The Sandpile Model - Part 1

Intro

In this short workshop, we implement a simple sandpile model on a 2D grid. The sandpile model is a cellular automaton that simulates the behavior of granular materials. Each cell in the grid can hold a certain number of “grains of sand”. When the number of grains in a cell exceeds a certain threshold, the cell “topples”, distributing its grains to neighboring cells. This process can lead to complex patterns and self-organized criticality.

Let’s define the sandpile model more concretely: - We have a 2D grid of size N x N, where each cell can hold an integer number of grains. - We start with an initial configuration of grains in the grid. - We repeatedly apply the following rules until no cell has more than 3 grains: - If a cell has 4 or more grains, it topples: - The cell loses 4 grains. - Each of the four orthogonal neighbors (up, down, left, right) receives 1 grain. - If a neighbor is outside the grid, the grain is lost (it falls off the edge). - The process continues until all cells have 3 or fewer grains.

We implement this model in Python and visualize the final state of the sandpile after it stabilizes. Let’s get started!

Simulation

A simple example

Before we write the simulation code, let’s illustrate the toppling process with a simple example. Consider a 3x3 grid where the center cell has 21 grains and all other cells are empty.

We can apply the toppling rules step by step to see how the grains are distributed. The center cell topples multiple times, distributing grains to its neighbors, which may also topple if they exceed the threshold. This process continues until all cells have 3 or fewer grains. By following this example, we can understand how the toppling mechanism works and how it leads to a stable configuration.

In the code, we model the grid as a 2D numpy array, where each element represents the number of grains in that cell. The toppling process is implemented as a loop that checks for cells with 4 or more grains, topples them 4 grains at a time, and updates the grid according to the distribution rules until it stabilizes.

This 4-grain at a time toppling algorithm is straightforward, but can be slow for large grids and many grains. Since we are not interested in the dynamics but only in the final state, we can optimize the process by toppling multiple of 4 grains at a time.

For example, if a cell has 21 grains, we can topple it 5 times in one step, the grid loses 4x5 grains and has 1 grain remaining, and distributes 5 grains to each neighbor. This optimization can significantly speed up the simulation.

We use the divmod() function in the numpy library to calculate how many times each cell topples and the remaining grains after toppling in a single step. The divmod() function takes three arguments: (1) the 2D grid array, (2) the divisor (4 in our case), and (3) an out argument that specifies where to store the results of the quotient (number of topples) and remainder (grains left after toppling). This allows us to efficiently update the grid in each iteration until it stabilizes.¹

¹ the out argument allows us to store the results directly into pre-allocated arrays rather than creating new ones. This prevents Python from repeatedly allocating and freeing memory, which drastically speeds up code that runs in large loops with intensive data processing.

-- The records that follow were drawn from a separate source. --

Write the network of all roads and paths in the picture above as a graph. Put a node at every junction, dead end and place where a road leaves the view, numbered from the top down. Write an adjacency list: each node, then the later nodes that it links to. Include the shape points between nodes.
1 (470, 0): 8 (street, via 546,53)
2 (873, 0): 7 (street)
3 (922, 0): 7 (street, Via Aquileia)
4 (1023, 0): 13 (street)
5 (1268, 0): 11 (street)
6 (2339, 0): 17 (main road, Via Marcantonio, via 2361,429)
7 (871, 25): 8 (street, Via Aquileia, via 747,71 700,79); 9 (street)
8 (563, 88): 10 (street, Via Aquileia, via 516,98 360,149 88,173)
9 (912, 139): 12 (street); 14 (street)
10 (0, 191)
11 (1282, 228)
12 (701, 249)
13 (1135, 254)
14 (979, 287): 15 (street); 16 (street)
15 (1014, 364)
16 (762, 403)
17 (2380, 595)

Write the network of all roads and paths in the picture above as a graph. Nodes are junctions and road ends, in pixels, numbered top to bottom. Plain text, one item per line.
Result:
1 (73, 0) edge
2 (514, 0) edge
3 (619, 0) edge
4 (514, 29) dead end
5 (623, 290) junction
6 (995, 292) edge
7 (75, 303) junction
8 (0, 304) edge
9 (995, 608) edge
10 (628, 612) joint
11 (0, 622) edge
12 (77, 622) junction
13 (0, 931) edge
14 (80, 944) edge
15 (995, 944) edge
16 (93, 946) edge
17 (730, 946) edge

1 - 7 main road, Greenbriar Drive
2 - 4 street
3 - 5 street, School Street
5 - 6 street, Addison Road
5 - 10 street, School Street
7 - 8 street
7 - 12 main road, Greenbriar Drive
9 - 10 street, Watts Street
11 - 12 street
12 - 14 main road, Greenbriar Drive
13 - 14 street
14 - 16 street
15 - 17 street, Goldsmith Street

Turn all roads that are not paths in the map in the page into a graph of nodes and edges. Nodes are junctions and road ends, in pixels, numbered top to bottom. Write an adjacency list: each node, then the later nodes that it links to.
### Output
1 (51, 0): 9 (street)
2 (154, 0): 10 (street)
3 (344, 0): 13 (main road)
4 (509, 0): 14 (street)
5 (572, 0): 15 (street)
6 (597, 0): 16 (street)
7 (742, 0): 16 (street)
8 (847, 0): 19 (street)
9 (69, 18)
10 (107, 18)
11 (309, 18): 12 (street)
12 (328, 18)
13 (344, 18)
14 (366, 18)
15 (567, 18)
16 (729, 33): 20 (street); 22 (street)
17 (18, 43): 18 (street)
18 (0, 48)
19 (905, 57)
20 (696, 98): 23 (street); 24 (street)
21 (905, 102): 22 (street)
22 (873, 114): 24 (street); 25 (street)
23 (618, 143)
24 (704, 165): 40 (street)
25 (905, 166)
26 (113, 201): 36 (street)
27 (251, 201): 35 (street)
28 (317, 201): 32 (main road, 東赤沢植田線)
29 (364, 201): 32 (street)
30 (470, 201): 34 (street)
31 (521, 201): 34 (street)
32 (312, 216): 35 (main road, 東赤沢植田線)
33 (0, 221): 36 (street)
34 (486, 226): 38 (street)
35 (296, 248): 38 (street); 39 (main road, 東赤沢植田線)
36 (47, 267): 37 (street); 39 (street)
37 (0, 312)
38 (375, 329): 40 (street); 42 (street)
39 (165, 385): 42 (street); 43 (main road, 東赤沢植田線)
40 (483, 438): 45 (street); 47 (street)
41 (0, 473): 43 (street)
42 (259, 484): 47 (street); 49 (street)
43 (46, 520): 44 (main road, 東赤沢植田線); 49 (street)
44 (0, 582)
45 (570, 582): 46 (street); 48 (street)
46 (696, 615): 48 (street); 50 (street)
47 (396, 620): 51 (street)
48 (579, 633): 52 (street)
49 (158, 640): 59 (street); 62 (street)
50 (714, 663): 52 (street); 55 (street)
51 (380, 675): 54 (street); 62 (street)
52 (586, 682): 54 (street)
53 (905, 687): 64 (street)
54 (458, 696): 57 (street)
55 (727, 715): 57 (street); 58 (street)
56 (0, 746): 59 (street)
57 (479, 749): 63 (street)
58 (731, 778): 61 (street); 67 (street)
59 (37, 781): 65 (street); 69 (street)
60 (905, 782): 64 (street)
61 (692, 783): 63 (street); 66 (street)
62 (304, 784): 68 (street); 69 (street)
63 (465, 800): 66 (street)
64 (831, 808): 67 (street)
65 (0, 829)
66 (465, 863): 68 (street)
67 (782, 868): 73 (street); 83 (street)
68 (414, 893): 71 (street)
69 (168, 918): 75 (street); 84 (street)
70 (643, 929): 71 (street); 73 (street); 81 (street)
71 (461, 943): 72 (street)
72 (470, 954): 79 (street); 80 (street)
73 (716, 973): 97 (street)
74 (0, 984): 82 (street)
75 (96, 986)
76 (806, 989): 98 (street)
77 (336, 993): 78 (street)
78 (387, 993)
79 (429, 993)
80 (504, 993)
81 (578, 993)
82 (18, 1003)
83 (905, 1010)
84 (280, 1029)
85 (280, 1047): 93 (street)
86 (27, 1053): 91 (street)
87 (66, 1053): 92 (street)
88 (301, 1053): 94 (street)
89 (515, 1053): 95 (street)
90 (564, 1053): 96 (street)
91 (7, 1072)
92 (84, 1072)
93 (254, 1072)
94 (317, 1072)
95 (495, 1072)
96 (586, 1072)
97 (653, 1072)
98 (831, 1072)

We see that comparing with the 4-grain at a time toppling, the optimized algorithm can reduce the number of iterations significantly, especially when there are cells with a large number of grains. This allows us to efficiently simulate larger grids and more complex configurations.

Full Implementation

We are now ready to implement the sandpile simulation. Our simulation uses a large grid with a large number of grains in the center. This configuration leads to a complex pattern after stabilization.

We first create three functions:

1. stabilize_sandpile(): This function takes the grid as input and apply the toppling rules until the sandpile is stable (no cell has more than 3 grains).
2. add_grains_at_center(): This function adds a specified number of grains to the center cell of the grid.
3. simulate_sandpile(): This function initializes the grid, adds grains to the center, and calls the stabilization function to get the final stable state of the sandpile.

We are now ready to run the simulation. This may take a few moments as our grid size and the number of grains can be quite large. We measure the time taken to complete the simulation to get an idea of its performance.

Visualization

We visualize the final state of the sandpile using a heatmap, where the color intensity represents the number of grains in each cell. This allows us to see the complex patterns that emerge from the toppling process.

We use the plotly library for the visualization. The plotly library provides interactive plotting capabilities, which allows us to explore the final configuration of the sandpile in more detail. For example, we can hover over cells to see the exact number of grains, or zoom in on specific areas of the grid to see finer details of the pattern.

Exercise

• Try different initial configurations, such as adding grains to multiple cells or starting with a random distribution of grains. Observe how the final patterns change with different initial conditions.
• Try hexagonal or triangular grids instead of square grids. Change the toppling rule accordingly. What kind of patterns emerge?

References

1. Sandpile Model - Wikipedia
2. Searching for a fast Abelian Sandpile implementation - Julien Palard: A repository with many implementations of the sandpile model in Python and C, including optimizations and visualizations.
3. Abelian sandpile model - Rosetta Code: Sandpile model implemented in many different programming languages.